Oman’s wholly state-owned ore carrier Sohar Max will be fitted with rotor sails to harness wind energy on its voyages to and from the Sultanate of Oman. This will be a first such initiatiev for Oman’s ocean-going maritime cargo transportation sector.
To this end, Vale and Omani’s Sohar Max, owned by Asyad Shipping, a subsidiary of Asyad Group will install wind-assisted propulsion technology on the world’s largest ore carrier, a 400,000 metric tonne capacity Very Large Ore Carrier (VLOC) that falls in the category of the world’s largest ore carriers, known as Valemax.
As per the statement, together with three other similar-sized VLOCs owned by Asyad Shipping, it is exclusively deployed for the transportation of iron ore from mining conglomerate Vale’s production sites in Brazil to Vale’s wholly owned iron ore pelletising plant in Sohar Port.
As per the framework agreement with Asyad Shipping,Vale will be responsible for the retrofitting of rotor sails on the 362-metre-long Sohar Max. Further, Vale has tapped the UK-based provider of wind power solutions for the shipping industry, Anemoi, to retrofit the Sohar Max with the rotor sails.
The firm said that all five of these modern mechanical sails having around 5-metre diameter, will be installed on the deck of the VLOC. The spinning action of cylinders harness the renewable power of the wind to propel ships, thus reducing fuel consumption and lowers harmful emissions entering the atmosphere.
“The rotor sails can deliver efficiency gains of up to 6 per cent, while cutting CO2 equivalent emissions by up to 3,000 tonnes per ship per year, according to Vale. In favourable wind conditions, the rotor sails also contribute to maintaining the speed of the vessel and reducing sailing times,” said the firm in its note.
“The pact to retrofit the Sohar Max with rotor sails is one of six innovative technologies that Vale pledged to pilot on the four Valemax ships chartered by the Brazilian miner for deliveries of iron ore to Sohar,” it added further.
“These actions to incorporate cutting-edge technologies into navigation are part of the Ecoshipping programme, an R&D initiative created by Vale’s shipping area to meet the company’s challenge of reducing its carbon emissions, in line with the ambitions set by the International Maritime Organization (IMO),” the Brazilian company added in a statement.
“Wind energy will play a central role in our strategy to decarbonise the maritime transportation of iron ore,” said Vale’s Shipping Technical Manager, Rodrigo Bermelho.

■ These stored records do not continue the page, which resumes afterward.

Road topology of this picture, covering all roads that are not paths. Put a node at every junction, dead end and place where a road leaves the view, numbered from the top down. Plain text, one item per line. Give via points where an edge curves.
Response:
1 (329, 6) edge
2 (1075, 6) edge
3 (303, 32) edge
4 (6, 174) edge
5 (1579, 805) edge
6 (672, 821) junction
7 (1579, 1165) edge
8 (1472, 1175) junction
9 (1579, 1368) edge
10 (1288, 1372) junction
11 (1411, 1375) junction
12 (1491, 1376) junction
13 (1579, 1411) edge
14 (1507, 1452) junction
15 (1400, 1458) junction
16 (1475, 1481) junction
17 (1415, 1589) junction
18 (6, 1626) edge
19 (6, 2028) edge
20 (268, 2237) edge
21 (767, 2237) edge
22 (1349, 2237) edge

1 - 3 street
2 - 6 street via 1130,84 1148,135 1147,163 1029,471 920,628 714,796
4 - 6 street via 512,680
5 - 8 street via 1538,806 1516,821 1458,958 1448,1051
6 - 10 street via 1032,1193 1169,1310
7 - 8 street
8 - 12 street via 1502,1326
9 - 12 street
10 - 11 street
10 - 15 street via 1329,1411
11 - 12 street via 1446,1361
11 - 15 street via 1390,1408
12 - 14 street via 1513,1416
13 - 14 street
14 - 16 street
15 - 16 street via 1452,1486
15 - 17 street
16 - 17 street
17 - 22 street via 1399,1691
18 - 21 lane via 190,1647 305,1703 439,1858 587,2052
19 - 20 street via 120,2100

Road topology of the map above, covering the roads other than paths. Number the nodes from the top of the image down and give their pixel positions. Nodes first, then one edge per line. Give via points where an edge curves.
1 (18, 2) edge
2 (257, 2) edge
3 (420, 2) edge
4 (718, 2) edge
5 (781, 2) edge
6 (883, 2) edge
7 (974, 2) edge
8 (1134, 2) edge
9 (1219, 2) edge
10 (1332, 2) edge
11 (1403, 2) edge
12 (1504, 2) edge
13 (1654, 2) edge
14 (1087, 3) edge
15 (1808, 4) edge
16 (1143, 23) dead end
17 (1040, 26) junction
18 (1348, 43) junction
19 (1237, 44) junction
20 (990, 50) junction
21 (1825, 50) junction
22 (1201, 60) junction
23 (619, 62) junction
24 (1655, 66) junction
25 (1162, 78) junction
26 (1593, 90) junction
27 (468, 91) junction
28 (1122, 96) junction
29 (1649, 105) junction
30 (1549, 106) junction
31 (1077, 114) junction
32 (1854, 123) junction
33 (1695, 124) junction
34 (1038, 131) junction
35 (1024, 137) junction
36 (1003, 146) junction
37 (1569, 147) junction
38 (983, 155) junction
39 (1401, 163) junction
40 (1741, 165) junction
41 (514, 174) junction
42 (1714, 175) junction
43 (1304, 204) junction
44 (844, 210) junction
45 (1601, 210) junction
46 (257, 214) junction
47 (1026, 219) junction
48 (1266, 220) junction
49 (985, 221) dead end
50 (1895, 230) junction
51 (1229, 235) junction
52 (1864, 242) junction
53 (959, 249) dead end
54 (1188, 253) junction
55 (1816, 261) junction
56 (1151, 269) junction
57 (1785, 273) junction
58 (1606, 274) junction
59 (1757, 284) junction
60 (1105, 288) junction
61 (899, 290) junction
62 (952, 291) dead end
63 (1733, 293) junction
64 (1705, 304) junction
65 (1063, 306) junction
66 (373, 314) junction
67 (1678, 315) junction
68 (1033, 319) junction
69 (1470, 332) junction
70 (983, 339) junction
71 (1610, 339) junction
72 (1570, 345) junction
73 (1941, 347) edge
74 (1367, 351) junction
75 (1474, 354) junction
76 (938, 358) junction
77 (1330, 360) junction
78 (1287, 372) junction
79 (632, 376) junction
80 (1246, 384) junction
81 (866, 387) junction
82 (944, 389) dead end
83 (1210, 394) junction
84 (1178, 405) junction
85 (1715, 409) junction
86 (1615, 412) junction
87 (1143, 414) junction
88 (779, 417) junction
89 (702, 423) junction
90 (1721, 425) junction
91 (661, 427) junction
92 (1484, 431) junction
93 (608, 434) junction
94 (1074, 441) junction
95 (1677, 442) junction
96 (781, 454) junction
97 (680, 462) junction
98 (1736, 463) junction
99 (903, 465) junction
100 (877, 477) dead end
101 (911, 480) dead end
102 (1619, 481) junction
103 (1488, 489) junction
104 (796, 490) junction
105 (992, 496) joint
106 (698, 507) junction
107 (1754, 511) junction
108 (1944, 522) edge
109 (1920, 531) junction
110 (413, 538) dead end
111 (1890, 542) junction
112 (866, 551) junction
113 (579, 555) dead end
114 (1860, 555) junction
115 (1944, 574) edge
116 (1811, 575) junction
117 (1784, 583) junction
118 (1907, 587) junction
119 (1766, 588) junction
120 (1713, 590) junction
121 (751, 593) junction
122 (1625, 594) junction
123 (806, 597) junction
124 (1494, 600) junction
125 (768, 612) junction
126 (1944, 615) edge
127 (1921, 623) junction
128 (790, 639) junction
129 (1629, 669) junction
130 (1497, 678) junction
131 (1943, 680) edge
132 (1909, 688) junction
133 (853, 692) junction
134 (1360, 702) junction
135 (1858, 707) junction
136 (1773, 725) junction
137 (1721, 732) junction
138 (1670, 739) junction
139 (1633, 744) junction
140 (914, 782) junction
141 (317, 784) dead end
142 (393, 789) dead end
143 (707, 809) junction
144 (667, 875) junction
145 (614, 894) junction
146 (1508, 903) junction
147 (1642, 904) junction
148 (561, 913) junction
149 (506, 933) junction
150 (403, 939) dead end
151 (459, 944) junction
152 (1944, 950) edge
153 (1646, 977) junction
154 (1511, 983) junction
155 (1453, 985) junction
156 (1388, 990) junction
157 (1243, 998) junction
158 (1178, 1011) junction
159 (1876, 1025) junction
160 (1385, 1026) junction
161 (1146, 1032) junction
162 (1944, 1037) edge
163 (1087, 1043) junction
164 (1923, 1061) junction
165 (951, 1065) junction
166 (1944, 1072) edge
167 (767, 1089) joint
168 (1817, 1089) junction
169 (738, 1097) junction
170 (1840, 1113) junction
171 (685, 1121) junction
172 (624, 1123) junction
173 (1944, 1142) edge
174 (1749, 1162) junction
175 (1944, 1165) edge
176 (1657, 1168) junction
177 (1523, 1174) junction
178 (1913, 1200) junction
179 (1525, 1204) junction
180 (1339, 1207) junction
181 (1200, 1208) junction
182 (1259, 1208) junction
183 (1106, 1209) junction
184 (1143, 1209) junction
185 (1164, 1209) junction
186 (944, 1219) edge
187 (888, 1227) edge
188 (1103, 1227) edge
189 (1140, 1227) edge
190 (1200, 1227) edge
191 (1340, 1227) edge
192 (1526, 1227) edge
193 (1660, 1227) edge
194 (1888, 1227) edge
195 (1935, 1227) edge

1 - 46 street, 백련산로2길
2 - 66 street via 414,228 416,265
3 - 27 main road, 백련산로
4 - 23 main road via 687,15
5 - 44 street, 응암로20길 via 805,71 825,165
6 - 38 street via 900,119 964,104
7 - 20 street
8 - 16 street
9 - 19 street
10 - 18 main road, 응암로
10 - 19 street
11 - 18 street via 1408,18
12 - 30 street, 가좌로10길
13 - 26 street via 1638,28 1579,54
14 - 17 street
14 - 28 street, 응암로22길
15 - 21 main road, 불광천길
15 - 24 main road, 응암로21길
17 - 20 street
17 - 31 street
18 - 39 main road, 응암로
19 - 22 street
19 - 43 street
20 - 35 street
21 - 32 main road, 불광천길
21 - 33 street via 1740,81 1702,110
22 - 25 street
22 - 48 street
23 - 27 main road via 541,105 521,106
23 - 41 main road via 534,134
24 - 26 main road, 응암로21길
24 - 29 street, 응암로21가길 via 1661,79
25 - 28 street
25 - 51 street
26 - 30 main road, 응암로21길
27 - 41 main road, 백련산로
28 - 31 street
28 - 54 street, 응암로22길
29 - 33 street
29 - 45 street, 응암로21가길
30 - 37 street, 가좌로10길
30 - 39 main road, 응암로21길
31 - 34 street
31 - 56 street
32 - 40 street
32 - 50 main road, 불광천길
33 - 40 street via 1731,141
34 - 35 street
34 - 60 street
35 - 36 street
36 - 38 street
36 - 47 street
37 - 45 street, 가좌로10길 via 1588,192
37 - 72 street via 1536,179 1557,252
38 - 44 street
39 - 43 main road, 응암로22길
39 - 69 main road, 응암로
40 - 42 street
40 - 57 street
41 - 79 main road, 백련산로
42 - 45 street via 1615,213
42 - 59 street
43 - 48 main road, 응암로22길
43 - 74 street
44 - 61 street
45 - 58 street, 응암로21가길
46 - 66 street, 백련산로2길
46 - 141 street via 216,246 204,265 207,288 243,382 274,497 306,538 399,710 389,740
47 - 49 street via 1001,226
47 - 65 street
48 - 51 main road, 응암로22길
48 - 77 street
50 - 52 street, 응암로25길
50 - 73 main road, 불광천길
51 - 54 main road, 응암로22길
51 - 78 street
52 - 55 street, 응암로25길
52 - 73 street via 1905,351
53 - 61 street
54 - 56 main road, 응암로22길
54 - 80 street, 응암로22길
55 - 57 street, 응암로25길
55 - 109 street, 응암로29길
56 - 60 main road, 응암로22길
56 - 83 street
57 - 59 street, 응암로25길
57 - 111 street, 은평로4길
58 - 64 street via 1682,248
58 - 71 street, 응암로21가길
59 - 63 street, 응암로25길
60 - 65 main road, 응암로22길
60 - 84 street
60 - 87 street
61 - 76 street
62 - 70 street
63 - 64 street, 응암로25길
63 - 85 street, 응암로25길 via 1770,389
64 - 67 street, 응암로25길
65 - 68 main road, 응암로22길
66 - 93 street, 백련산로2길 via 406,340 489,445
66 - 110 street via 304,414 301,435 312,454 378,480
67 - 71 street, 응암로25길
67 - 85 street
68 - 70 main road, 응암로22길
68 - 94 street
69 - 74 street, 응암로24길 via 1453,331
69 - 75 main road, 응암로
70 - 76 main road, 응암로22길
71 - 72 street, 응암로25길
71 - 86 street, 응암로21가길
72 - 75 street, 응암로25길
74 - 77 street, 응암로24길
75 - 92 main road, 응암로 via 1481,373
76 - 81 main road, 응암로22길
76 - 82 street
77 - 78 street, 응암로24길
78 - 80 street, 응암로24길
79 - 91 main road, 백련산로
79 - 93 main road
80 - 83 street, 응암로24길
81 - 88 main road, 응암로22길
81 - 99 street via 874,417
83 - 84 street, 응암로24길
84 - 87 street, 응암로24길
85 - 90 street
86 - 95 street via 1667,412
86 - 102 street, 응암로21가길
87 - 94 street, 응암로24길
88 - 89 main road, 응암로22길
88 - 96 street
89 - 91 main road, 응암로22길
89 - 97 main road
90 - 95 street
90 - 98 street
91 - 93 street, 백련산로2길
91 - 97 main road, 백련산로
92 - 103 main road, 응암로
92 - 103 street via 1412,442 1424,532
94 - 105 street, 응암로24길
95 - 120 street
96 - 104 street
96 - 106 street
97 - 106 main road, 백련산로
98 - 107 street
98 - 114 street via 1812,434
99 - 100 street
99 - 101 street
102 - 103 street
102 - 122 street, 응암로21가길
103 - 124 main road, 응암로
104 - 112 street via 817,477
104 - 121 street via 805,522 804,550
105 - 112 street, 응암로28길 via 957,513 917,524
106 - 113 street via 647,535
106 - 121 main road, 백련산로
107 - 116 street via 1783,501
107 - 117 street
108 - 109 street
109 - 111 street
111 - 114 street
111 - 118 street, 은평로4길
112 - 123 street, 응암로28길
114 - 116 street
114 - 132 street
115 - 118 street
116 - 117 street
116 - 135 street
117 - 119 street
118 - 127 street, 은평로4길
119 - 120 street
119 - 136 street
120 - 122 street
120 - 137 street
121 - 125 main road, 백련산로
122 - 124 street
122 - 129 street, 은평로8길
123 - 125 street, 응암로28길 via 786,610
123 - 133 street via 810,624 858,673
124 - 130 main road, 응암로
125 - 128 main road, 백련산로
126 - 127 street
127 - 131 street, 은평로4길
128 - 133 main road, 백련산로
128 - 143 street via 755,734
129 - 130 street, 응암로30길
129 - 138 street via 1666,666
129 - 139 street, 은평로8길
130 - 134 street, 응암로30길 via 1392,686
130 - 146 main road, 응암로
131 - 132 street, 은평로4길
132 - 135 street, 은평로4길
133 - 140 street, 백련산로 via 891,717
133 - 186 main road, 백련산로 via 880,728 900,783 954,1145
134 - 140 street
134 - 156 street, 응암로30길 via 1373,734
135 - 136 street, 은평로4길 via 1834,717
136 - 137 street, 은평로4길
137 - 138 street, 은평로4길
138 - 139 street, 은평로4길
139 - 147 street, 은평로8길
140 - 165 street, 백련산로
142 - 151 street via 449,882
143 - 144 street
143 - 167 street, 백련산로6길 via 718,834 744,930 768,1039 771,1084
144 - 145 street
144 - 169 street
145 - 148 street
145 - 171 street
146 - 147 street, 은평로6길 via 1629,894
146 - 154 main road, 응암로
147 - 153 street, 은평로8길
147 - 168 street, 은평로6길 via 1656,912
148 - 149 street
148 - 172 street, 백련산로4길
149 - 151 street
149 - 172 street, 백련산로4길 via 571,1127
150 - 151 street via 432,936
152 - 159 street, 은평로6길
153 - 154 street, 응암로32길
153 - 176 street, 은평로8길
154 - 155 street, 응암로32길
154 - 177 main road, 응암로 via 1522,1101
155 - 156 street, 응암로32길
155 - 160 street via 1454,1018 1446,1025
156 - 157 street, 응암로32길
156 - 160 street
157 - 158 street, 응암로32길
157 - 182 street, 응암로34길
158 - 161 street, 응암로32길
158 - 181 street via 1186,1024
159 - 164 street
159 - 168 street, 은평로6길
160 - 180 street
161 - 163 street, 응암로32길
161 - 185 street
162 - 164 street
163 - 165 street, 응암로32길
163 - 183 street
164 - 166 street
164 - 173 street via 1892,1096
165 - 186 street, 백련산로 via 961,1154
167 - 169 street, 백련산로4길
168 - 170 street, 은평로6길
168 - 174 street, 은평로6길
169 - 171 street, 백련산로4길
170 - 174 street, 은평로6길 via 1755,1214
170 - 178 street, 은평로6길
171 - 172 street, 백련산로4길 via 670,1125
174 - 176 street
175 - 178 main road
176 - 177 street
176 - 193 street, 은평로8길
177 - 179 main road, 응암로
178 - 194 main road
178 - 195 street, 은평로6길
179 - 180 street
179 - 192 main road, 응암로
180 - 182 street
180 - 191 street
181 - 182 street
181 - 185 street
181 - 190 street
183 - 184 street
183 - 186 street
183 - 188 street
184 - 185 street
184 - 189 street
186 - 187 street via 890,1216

“In addition, all these Ecoshipping pilot projects will produce valuable information for the next generation of Guaibamax ships,” he added in a statement.
“Rotor sails are a cost-effective, proven technology that can help ship-owners comply with International Maritime Organisation emission reduction targets and regulations. Average savings would be in the order of 17 million tonnes of bunker, along with 56 million tonnes of CO2-equivalent in emissions per annum, if every suitable vessel is fitted with rotor sails,” said the statement.
“Rotor Sails have demonstrated increased vessel efficiency, reducing fuel consumption, bunker costs and harmful emissions. Compared to other wind propulsion technologies, Rotor Sails offer a much greater thrust force to propel the ship per square metre of sail area. This means they can be made more cost effectively and with less impact on vessel operation than traditional sails or wings,” Anemoi stated.
To produce and deliver Rotor Sails, Anemoi has built a robust supply chain in China through collaborations with CSSC Chengxi, Lianyungang Zhongfu Lianzhong Composite Material Group, CRRC Corporation, and SaierNico Electric & Automation.
In cooperation with SDARI and Lloyd Register, they will also offer technical services, vessel integration design, project management, and post-delivery support for equipment design approval and classification.